Respondent proved only that there are more than five hundred new and used car dealers in the metropolitan area of Chicago. It offered no testimony as to business conditions during the period or other evidence tending to show that jobs were available for a salesman notwithstanding known union associations, or that the lack of opportunity with the dealers to whom Sergott applied was not representative. Sergott testified that “economically things were a bit slow at this time.”
We think that the examiner, in ultimate effect, imposed on Sergott the burden of proving that his efforts were reasonable. Given the efforts Sergott was shown to have made, and in the absence of proof bearing at least generally on the availability of suitable employment in the area, we conclude the respondent did not discharge its burden of proof. Accordingly, we consider the examiner’s adverse finding clearly erroneous, and find that Sergott’s efforts were reasonable.
A second element of back pay was the value of the use of a demonstrator which would have been available to Ser-gott if employed by respondent. The examiner fixed a value per month, and the only challenge by respondent is that the Board has extended the figure over the whole interim.
A third element of back pay was the value of prizes in various sales contests sponsored by General Motors in which Sergott would have participated if employed.
Sergott testified without dispute that in the year preceding his discharge he received prizes worth $675. If that period were deemed representative of the interim, an allowance of $168.75 for each quarter would be appropriate. This was the figure used by the Board.
The examiner noted that when the General Counsel worked out a formula for cash earnings he had considered that a period of 4% years, or 19 quarters, should be used for comparison [109]*109of Sergott and the other salesmen.

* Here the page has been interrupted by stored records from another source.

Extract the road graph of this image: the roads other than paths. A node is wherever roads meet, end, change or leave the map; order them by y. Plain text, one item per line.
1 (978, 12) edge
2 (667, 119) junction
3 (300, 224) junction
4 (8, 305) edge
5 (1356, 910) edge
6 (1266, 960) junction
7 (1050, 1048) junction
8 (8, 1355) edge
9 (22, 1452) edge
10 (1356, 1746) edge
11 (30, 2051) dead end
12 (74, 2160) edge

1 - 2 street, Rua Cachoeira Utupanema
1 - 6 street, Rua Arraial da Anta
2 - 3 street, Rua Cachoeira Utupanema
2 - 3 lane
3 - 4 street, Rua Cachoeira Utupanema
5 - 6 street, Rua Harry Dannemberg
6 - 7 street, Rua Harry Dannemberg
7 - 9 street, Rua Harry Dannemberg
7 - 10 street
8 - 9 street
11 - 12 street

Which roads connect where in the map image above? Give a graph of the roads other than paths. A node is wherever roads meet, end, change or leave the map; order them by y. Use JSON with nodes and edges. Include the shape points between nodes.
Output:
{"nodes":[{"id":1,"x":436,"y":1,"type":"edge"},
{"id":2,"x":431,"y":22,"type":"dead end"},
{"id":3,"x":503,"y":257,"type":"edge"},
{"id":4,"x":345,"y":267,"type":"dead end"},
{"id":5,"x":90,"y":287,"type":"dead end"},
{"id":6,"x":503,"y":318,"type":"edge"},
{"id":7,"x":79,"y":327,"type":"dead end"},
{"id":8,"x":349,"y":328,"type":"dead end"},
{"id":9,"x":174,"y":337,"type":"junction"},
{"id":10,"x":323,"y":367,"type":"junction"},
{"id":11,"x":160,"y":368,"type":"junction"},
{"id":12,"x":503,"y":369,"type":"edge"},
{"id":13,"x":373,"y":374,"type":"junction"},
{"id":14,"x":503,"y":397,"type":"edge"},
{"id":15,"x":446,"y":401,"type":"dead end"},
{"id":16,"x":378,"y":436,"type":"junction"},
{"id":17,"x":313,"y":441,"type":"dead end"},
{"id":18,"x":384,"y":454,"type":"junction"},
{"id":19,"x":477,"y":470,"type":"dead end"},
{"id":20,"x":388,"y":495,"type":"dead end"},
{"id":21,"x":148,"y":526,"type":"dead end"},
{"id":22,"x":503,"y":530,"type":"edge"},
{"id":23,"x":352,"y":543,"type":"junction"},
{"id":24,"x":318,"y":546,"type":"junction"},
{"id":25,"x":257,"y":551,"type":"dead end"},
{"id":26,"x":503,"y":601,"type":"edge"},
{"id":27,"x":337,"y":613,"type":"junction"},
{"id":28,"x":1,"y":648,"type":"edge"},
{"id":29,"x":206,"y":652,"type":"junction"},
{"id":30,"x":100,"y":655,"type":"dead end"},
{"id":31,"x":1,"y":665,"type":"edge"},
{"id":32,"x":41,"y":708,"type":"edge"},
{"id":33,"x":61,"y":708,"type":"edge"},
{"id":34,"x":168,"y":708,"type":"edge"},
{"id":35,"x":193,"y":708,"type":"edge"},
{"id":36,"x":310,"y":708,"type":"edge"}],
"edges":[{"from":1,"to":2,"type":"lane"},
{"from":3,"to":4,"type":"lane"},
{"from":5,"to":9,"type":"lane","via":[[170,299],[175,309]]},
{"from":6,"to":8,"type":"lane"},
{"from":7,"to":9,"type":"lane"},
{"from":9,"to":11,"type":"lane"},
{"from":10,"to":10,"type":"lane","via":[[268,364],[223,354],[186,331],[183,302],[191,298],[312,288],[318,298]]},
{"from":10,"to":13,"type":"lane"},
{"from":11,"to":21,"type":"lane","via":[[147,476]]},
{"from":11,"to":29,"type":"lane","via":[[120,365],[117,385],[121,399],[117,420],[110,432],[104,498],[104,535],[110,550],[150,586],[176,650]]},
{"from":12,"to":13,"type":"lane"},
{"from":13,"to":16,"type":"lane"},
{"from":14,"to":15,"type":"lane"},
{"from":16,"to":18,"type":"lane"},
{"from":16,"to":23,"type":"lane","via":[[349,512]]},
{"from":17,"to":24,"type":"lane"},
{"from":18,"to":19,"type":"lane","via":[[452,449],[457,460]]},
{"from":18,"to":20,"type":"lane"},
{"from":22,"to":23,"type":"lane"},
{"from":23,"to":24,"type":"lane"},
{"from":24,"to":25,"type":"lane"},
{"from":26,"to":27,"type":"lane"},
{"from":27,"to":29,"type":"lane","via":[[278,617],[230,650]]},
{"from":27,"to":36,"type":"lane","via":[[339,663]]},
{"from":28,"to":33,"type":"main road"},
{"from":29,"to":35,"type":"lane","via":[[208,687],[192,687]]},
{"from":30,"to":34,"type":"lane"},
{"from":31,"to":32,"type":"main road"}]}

The examiner felt that a justification must be shown for selecting a different period as representative of prizes received. Since there was no evidence of the prizes received in any but the last year, the examiner pro rated the $675 over the 19 quarters, allowing $35.52 per quarter to compensate for loss of prizes.
Respondent offered no testimony to show that the one year period was not reasonably representative. Under these circumstances we consider the examiner’s finding clearly erroneous and adopt the finding of the Board.
For reasons already indicated, "we treat the Board’s application for enforcement of its back pay order as a petition that we judicially determine the amount of back pay which respondent must pay Sergott in order to purge itself of contempt under our 1971 judgment. We adopt the findings of the Board as our own, consistently with the foregoing opinion.
Accordingly,
It is ordered and adjudged by the Court that within 20 days from the date this order is filed and entered, respondent shall pay to Harold Sergott, as the amount required under paragraph 2(b) of our judgment of March 11, 1971, $20,606.09, less any tax withholding required by the laws of the United States and the State of Illinois, plus interest thereon at the rate of 6 percent per an-num in accordance with the formula prescribed in Isis Plumbing & Heating Co., 138 NLRB 716, and
'It is further ordered and adjudged that in default of payment by such time, respondent shall be subject to the fine, and its officers and agents shall be subject to attachment, as provided in paragraph (1) of said judgment.